Question

In a closed tube, \(\mathrm{HI}(\mathrm{g})\) is heated at \(440^{\circ} \mathrm{C}\) up to establishment of equilibrium. If it dissociates into \(\mathrm{H}_{2}(\mathrm{~g})\) and \(\mathrm{I}_{2}(\mathrm{~g})\) up to \(22 \%\), the dissociation constant is (a) \(0.282\) (b) \(0.0796\) (c) \(0.0199\) (d) \(1.99\)

Short answer

The dissociation constant is approximately \(0.0199\), which corresponds to option (c).

Step-by-step solution

Understand the Reaction and Define the Equilibrium Constant

Firstly, write the balanced chemical equation for the dissociation of hydrogen iodide: \(\mathrm{2HI(g) \rightleftharpoons H_{2}(g) + I_{2}(g)}\).Then, define the equilibrium constant expression based on the balanced equation:\(K_c = \frac{[\mathrm{H_2}][\mathrm{I_2}]}{[\mathrm{HI}]^2}\).

Set up the Initial and Equilibrium Concentrations

Assuming the initial concentration of \(\mathrm{HI}\) is 'a' mol/L, after 22% dissociation, the concentration of \(\mathrm{HI}\) will be \(0.78a\) mol/L at equilibrium. The concentration of \(\mathrm{H_2}\) and \(\mathrm{I_2}\) at equilibrium will be \(0.22a/2\) mol/L each, given that the stoichiometry of the reaction is 2:1:1.

Write the Equilibrium Concentrations in Terms of Initial Concentration

The equilibrium concentrations can now be represented as follows:\([\mathrm{HI}] = 0.78a\ [\mathrm{H_2}] = 0.11a\ [\mathrm{I_2}] = 0.11a\).

Substitute the Equilibrium Concentrations into the Equilibrium Expression

Substitute the equilibrium concentrations into the equilibrium constant expression:\(K_c = \frac{(0.11a)(0.11a)}{(0.78a)^2}\).

Calculate the Dissociation Constant

Calculate the value of \(K_c\):\(K_c = \frac{(0.11)^2}{(0.78)^2} \approx \frac{0.0121}{0.6084} \approx 0.0199\).

Key concepts

Chemical Equilibrium

When a chemical reaction occurs in a closed system and the reactants and products reach a state where their concentrations no longer change with time, the system is said to have reached chemical equilibrium. This does not mean the reaction has stopped; rather, it continues with forward and reverse reactions occurring at the same rate, leading to a constant ratio of product and reactant concentrations. This dynamic balance is crucial because it helps predict the concentrations of substances involved in reactions under constant conditions.

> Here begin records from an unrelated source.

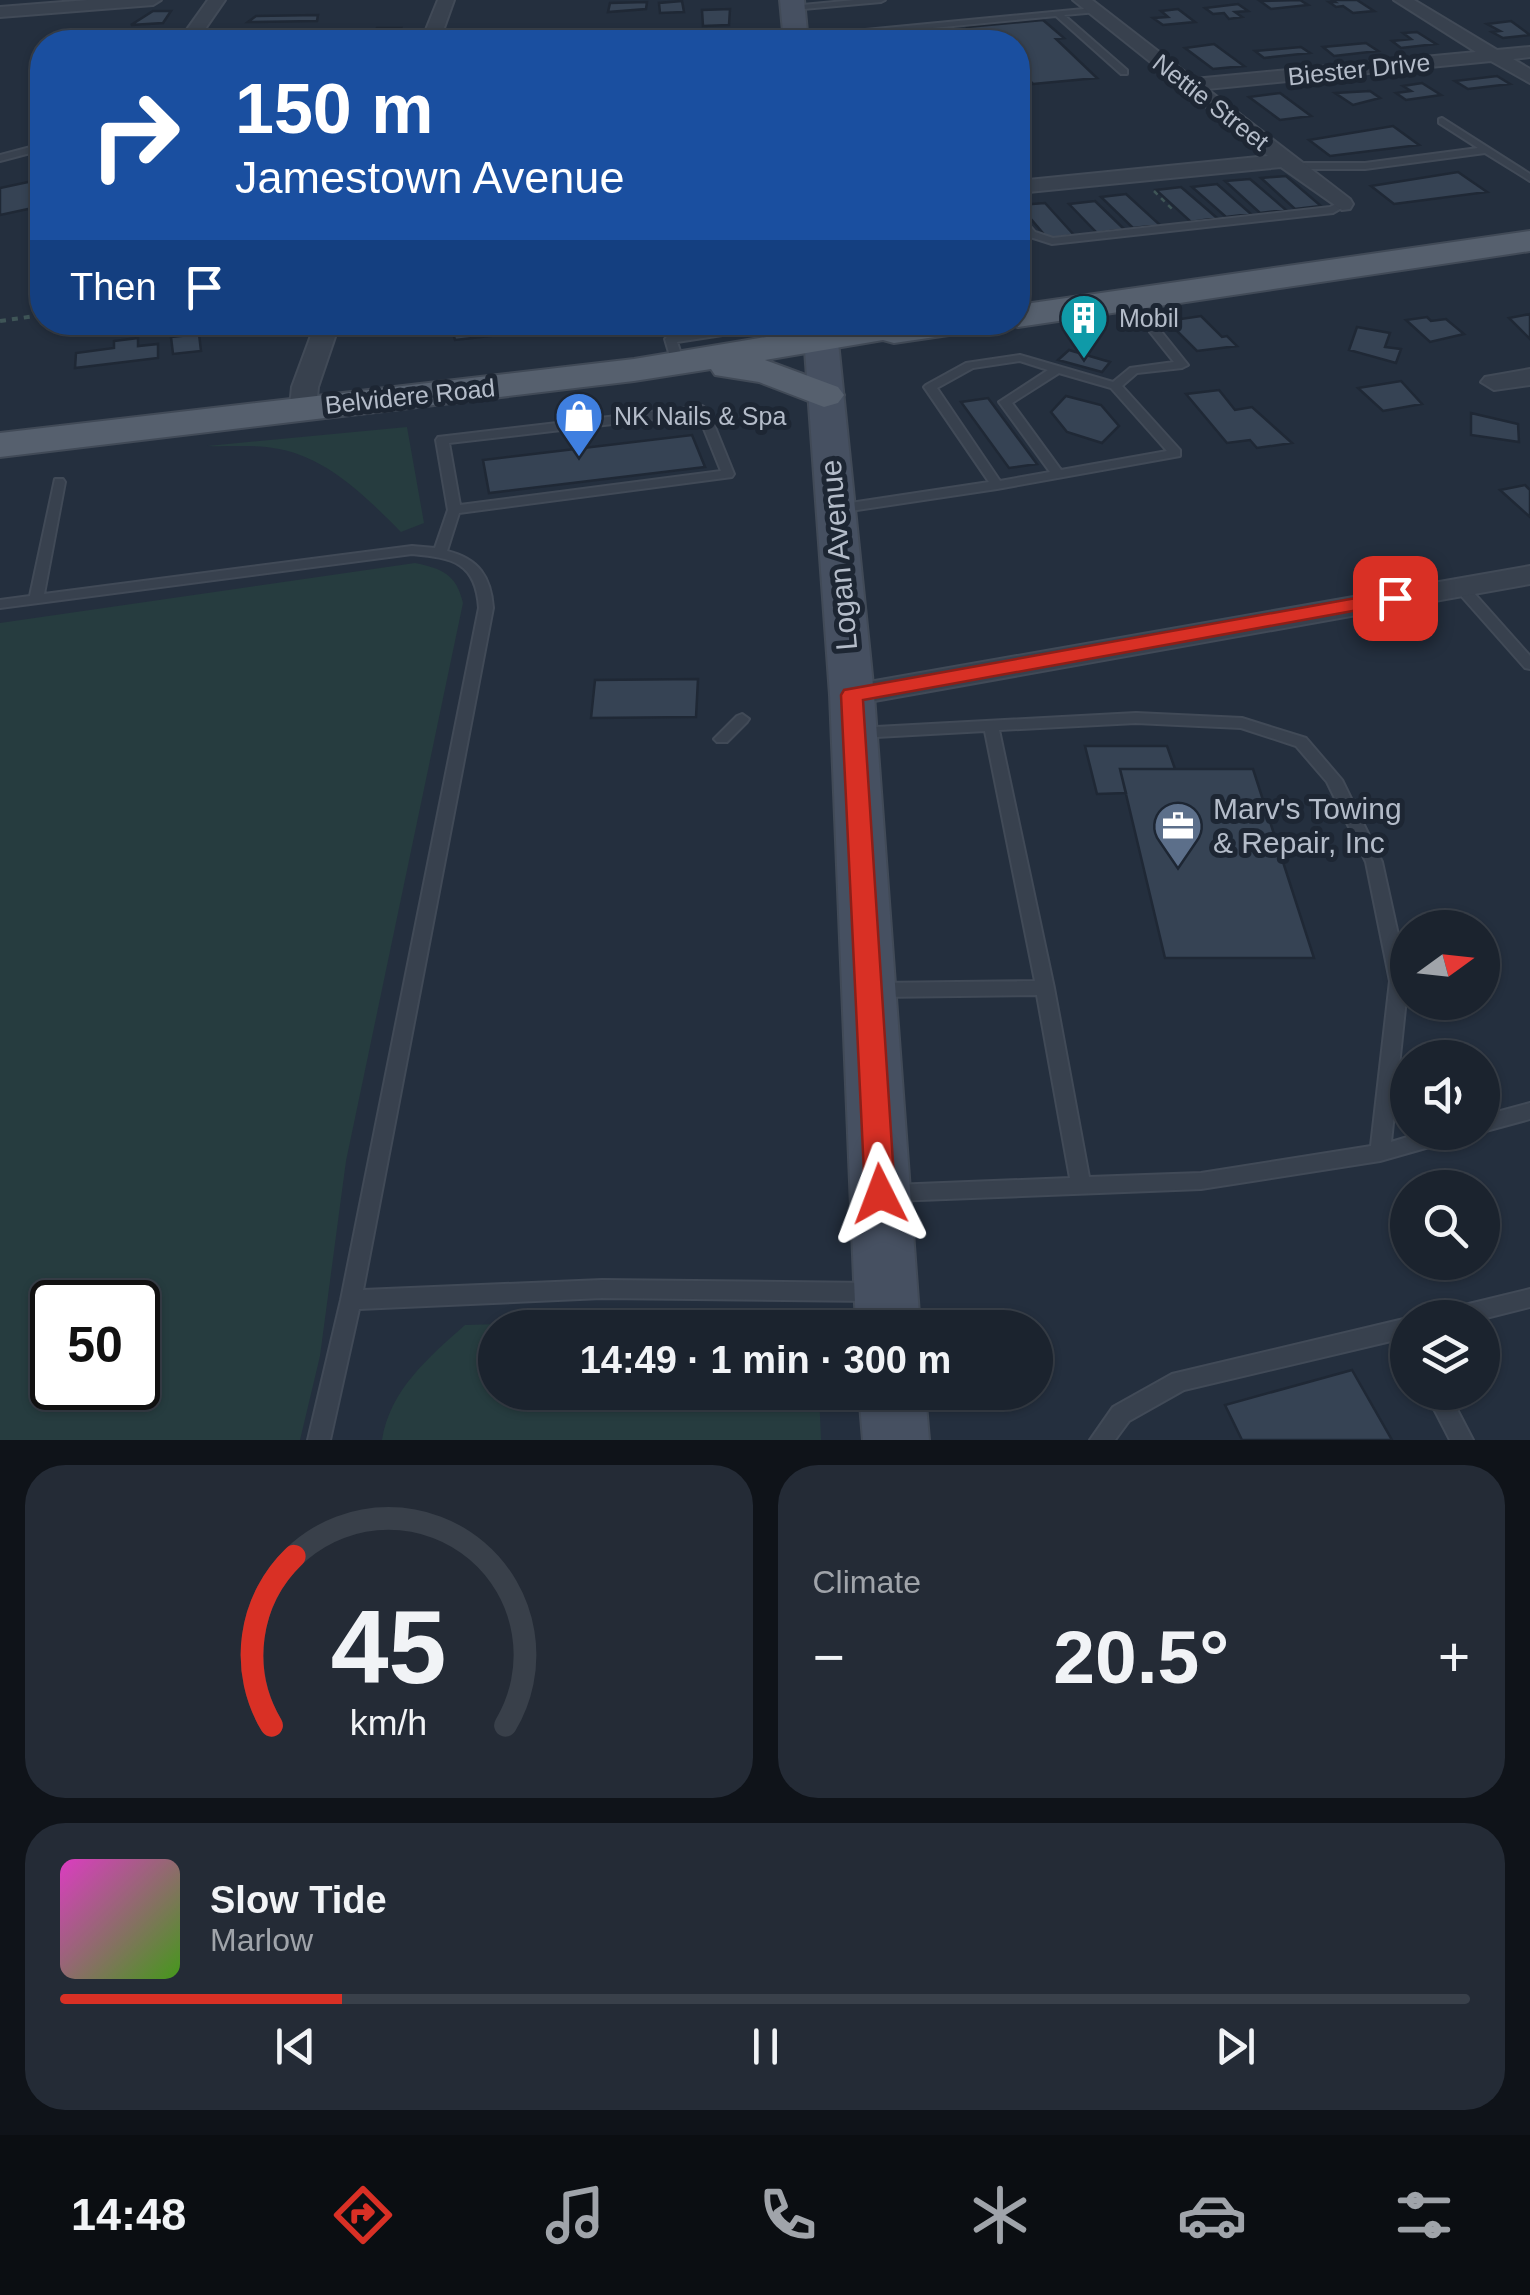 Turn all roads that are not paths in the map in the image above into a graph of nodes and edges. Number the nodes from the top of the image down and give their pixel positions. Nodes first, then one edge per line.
1 (2, 0) edge
2 (152, 0) edge
3 (217, 0) edge
4 (446, 0) edge
5 (881, 0) edge
6 (1118, 0) edge
7 (1402, 0) edge
8 (839, 2) edge
9 (792, 4) edge
10 (1087, 4) edge
11 (0, 12) edge
12 (1058, 14) junction
13 (943, 25) junction
14 (196, 30) edge
15 (435, 30) edge
16 (798, 30) edge
17 (907, 30) edge
18 (948, 30) edge
19 (1530, 52) edge
20 (1495, 56) junction
21 (1124, 72) dead end
22 (1530, 77) edge
23 (1189, 85) junction
24 (1442, 120) dead end
25 (30, 149) edge
26 (1487, 150) junction
27 (0, 158) edge
28 (1289, 163) junction
29 (1530, 178) edge
30 (1030, 186) edge
31 (1342, 204) joint
32 (1030, 234) edge
33 (1530, 239) edge
34 (1030, 307) edge
35 (1156, 332) dead end
36 (323, 335) edge
37 (762, 335) edge
38 (819, 335) edge
39 (922, 335) edge
40 (724, 337) edge
41 (1056, 369) junction
42 (579, 377) junction
43 (1530, 377) edge
44 (1494, 382) dead end
45 (1115, 386) junction
46 (825, 401) junction
47 (303, 407) junction
48 (0, 444) edge
49 (1058, 474) junction
50 (59, 482) dead end
51 (997, 485) junction
52 (454, 510) junction
53 (833, 510) junction
54 (440, 554) junction
55 (1530, 575) edge
56 (1461, 587) junction
57 (36, 598) junction
58 (0, 604) edge
59 (1530, 664) edge
60 (853, 714) junction
61 (742, 718) dead end
62 (991, 726) junction
63 (722, 739) dead end
64 (1045, 988) junction
65 (868, 990) junction
66 (1530, 1111) edge
67 (1500, 1119) edge
68 (1391, 1150) edge
69 (1380, 1153) junction
70 (1080, 1186) junction
71 (880, 1194) junction
72 (1530, 1298) edge
73 (351, 1300) junction
74 (1500, 1305) edge
75 (886, 1310) edge
76 (1390, 1331) edge
77 (894, 1410) edge
78 (1446, 1410) edge
79 (319, 1440) edge
80 (896, 1440) edge
81 (1101, 1440) edge
82 (1462, 1440) edge

1 - 11 street
2 - 11 street
3 - 14 street
4 - 15 street
5 - 8 lane
6 - 10 street
7 - 20 street
8 - 9 lane
9 - 16 main road
10 - 12 lane
10 - 23 street, Nettie Street
12 - 13 lane
12 - 21 lane
13 - 17 lane
13 - 18 lane
19 - 20 street, Biester Drive
20 - 22 street
20 - 23 street, Biester Drive
23 - 28 street, Nettie Street
24 - 26 lane
25 - 27 lane
26 - 28 lane
26 - 29 lane
28 - 30 street
28 - 31 street, Nettie Street
31 - 32 lane
33 - 34 main road
35 - 45 lane
36 - 47 street
37 - 40 main road, Belvidere Road
38 - 46 main road, Logan Avenue
39 - 46 main road
40 - 42 main road, Belvidere Road
41 - 45 lane
41 - 49 lane
41 - 51 lane
42 - 46 main road
42 - 47 main road, Belvidere Road
43 - 44 street
45 - 49 lane
46 - 53 main road, Logan Avenue
47 - 48 main road, Belvidere Road
49 - 51 lane
50 - 57 lane
51 - 53 lane
52 - 52 lane
52 - 54 lane
53 - 60 main road, Logan Avenue
54 - 57 lane
54 - 73 lane
55 - 56 street
56 - 59 lane
56 - 60 street
57 - 58 lane
60 - 62 lane
60 - 65 main road, Logan Avenue
61 - 63 lane
62 - 64 lane
62 - 69 lane
64 - 65 lane
64 - 70 lane
65 - 71 main road, Logan Avenue
66 - 67 lane
68 - 69 lane
69 - 70 lane
70 - 71 lane
71 - 75 main road, Logan Avenue
72 - 74 lane
73 - 75 lane
73 - 79 lane
76 - 81 lane
77 - 80 main road
78 - 82 lane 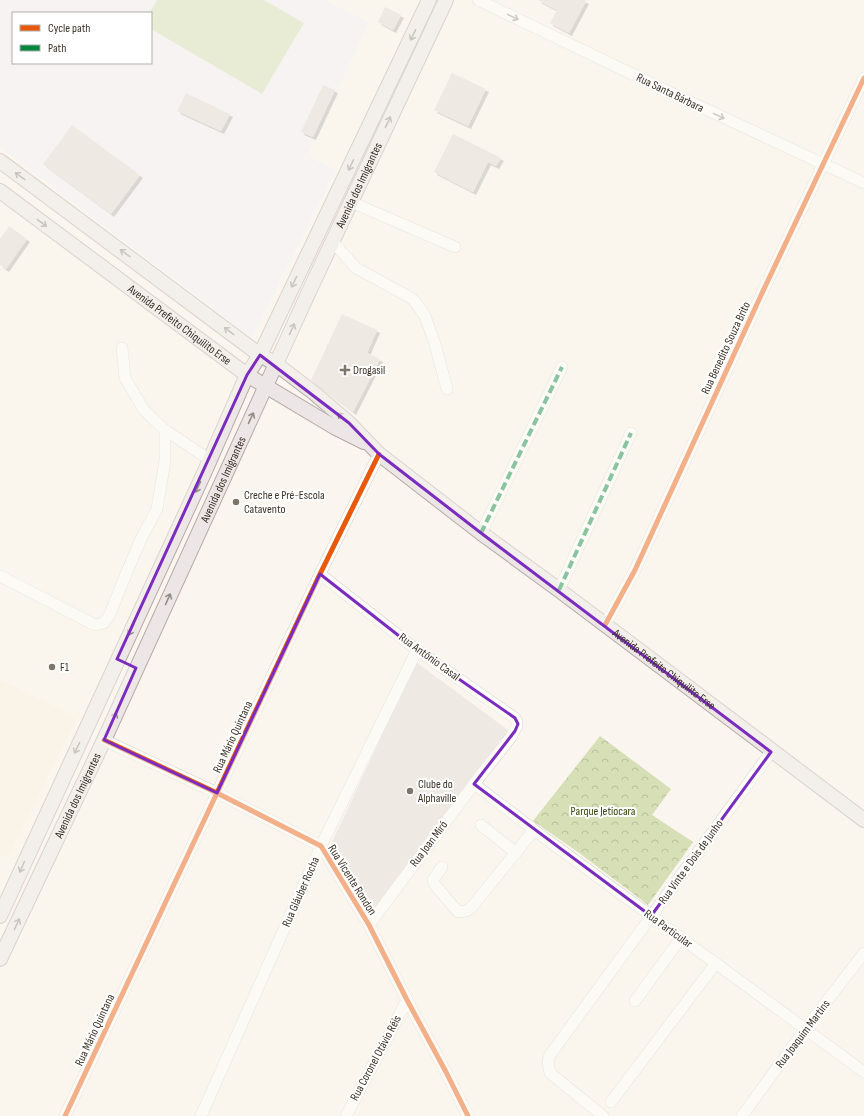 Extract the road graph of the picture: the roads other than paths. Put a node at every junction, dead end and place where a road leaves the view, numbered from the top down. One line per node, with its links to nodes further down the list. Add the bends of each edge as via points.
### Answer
1 (429, 0): 9 (main road, Avenida dos Imigrantes, one-way to 9)
2 (446, 0): 10 (main road, Avenida dos Imigrantes, one-way to 2)
3 (478, 0): 6 (street, Rua Santa Bárbara, one-way to 6)
4 (864, 78): 6 (street, Rua Benedito Souza Brito)
5 (0, 161): 14 (main road, Avenida Prefeito Chiquilito Erse, one-way to 5)
6 (823, 164): 7 (street, Rua Santa Bárbara); 28 (street, Rua Benedito Souza Brito, via 635,570)
7 (864, 183)
8 (0, 191): 17 (main road, Avenida Prefeito Chiquilito Erse, one-way to 17)
9 (335, 197): 10 (main road, via 340,206); 14 (main road, Avenida dos Imigrantes, one-way to 14)
10 (351, 202): 11 (main road, Avenida dos Imigrantes); 12 (street)
11 (332, 242): 15 (main road, Avenida dos Imigrantes, one-way to 11); 19 (street, via 356,268 413,299 425,316)
12 (456, 247)
13 (122, 348): 20 (street, via 126,378 144,410)
14 (260, 354): 15 (main road, Avenida Prefeito Chiquilito Erse); 17 (main road, Avenida dos Imigrantes)
15 (276, 364): 18 (main road, Avenida dos Imigrantes); 22 (main road, Avenida Prefeito Chiquilito Erse, one-way to 15, via 335,410)
16 (562, 367): 24 (street)
17 (247, 375): 18 (main road, Avenida Prefeito Chiquilito Erse); 23 (main road, Avenida dos Imigrantes)
18 (266, 386): 22 (main road, Avenida Prefeito Chiquilito Erse); 31 (main road, Avenida dos Imigrantes, one-way to 18)
19 (447, 389)
20 (164, 430): 23 (street); 26 (street, via 165,460 157,509 142,536 104,623 95,625)
21 (631, 433): 27 (street)
22 (374, 449): 24 (main road, Avenida Prefeito Chiquilito Erse); 25 (street, Rua Mário Quintana)
23 (210, 460): 30 (main road, Avenida dos Imigrantes, one-way to 30)
24 (480, 533): 27 (main road, Avenida Prefeito Chiquilito Erse)
25 (320, 574): 29 (street, Rua Antônio Casal); 36 (street, Rua Mário Quintana)
26 (0, 576)
27 (559, 590): 28 (main road, Avenida Prefeito Chiquilito Erse)
28 (605, 625): 34 (main road, Avenida Prefeito Chiquilito Erse)
29 (417, 650): 33 (street, Rua Antônio Casal, via 515,718 517,726); 40 (street, Rua Gláuber Rocha)
30 (117, 660): 31 (main road); 43 (main road, Avenida dos Imigrantes, one-way to 43)
31 (136, 668): 32 (main road, Avenida dos Imigrantes, one-way to 31)
32 (104, 740): 36 (street, Rua Vicente Rondon); 48 (main road, Avenida dos Imigrantes, one-way to 32)
33 (504, 745): 35 (street, Rua Joan Miró)
34 (772, 752): 37 (main road, Avenida Prefeito Chiquilito Erse); 44 (street, Rua Vinte e Dois de Junho)
35 (474, 784): 39 (street, Rua Particular); 45 (street, Rua Joan Miró)
36 (218, 794): 40 (street, Rua Vicente Rondon); 55 (street, Rua Mário Quintana)
37 (864, 820)
38 (481, 825): 41 (street)
39 (534, 830): 41 (street); 44 (street, Rua Particular)
40 (321, 846): 45 (street, Rua Vicente Rondon); 56 (street, Rua Gláuber Rocha)
41 (516, 853): 42 (street, via 466,912 458,912 435,885 433,880)
42 (442, 867)
43 (0, 916)
44 (651, 916): 46 (street, Rua Particular); 59 (street, Rua Vinte e Dois de Junho, via 567,1030 548,1061 550,1073)
45 (369, 925): 50 (street, Rua Vicente Rondon)
46 (681, 938): 49 (street, Rua Particular); 51 (street)
47 (864, 953): 52 (street, Rua Joaquim Martins)
48 (0, 959)
49 (716, 963): 52 (street, Rua Particular); 54 (street)
50 (407, 1000): 57 (street, Rua Coronel Otávio Réis); 58 (street, Rua Vicente Rondon)
51 (635, 1001)
52 (806, 1028): 53 (street, Rua Particular); 60 (street, Rua Joaquim Martins)
53 (864, 1072)
54 (611, 1102)
55 (65, 1116)
56 (202, 1116)
57 (346, 1116)
58 (468, 1116)
59 (603, 1116)
60 (742, 1116)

It's essential to understand that equilibrium can be reached from either direction of a reversible reaction, and once achieved, the system is in a state of balance. However, if any external condition such as temperature or pressure is altered, the position of equilibrium may shift, favoring either the forward or reverse reaction according to Le Chatelier's principle.

Equilibrium Constant Expression

The equilibrium constant expression (K_c) quantifies the position of equilibrium for a given chemical reaction. For the dissociation of hydrogen iodide, the expression is derived from the balanced chemical equation. It is important to note that each concentration is raised to the power of its respective coefficient in the balanced equation. The products are in the numerator, while the reactants are in the denominator.

To calculate K_c, plug in the equilibrium concentrations of the products and reactants into the expression. Keep in mind that the equilibrium constant is dimensionless and only includes substances that are gases or aqueous solutions. Pure solids and liquids do not appear in the expression, as their concentrations do not change.

Dissociation of Hydrogen Iodide

Hydrogen iodide (HI) is a gas that can undergo a reversible reaction to form hydrogen gas (H₂) and iodine gas (I₂). The degree of dissociation refers to the fraction of the original substance that has been transformed into products at equilibrium. This exercise explores what happens when 22% of HI dissociates.

In this case, the initial amount of HI decreases while the amounts of H₂ and I₂ increase proportionally, as they are produced from the dissociation of HI. The exercise demonstrates how these changes in concentration impact the calculation of the dissociation constant, K_c, which is a special case of the equilibrium constant for this particular reaction.

A clear understanding of this problem would also involve considering the effect of temperature, equilibrium shifts, and the stochiometry of the reaction on the dissociation constant. Remember that the amount of dissociation and the dissociation constant are intimately related but are not the same thing – the former is a percentage, while the latter is a ratio of product and reactant concentrations at equilibrium.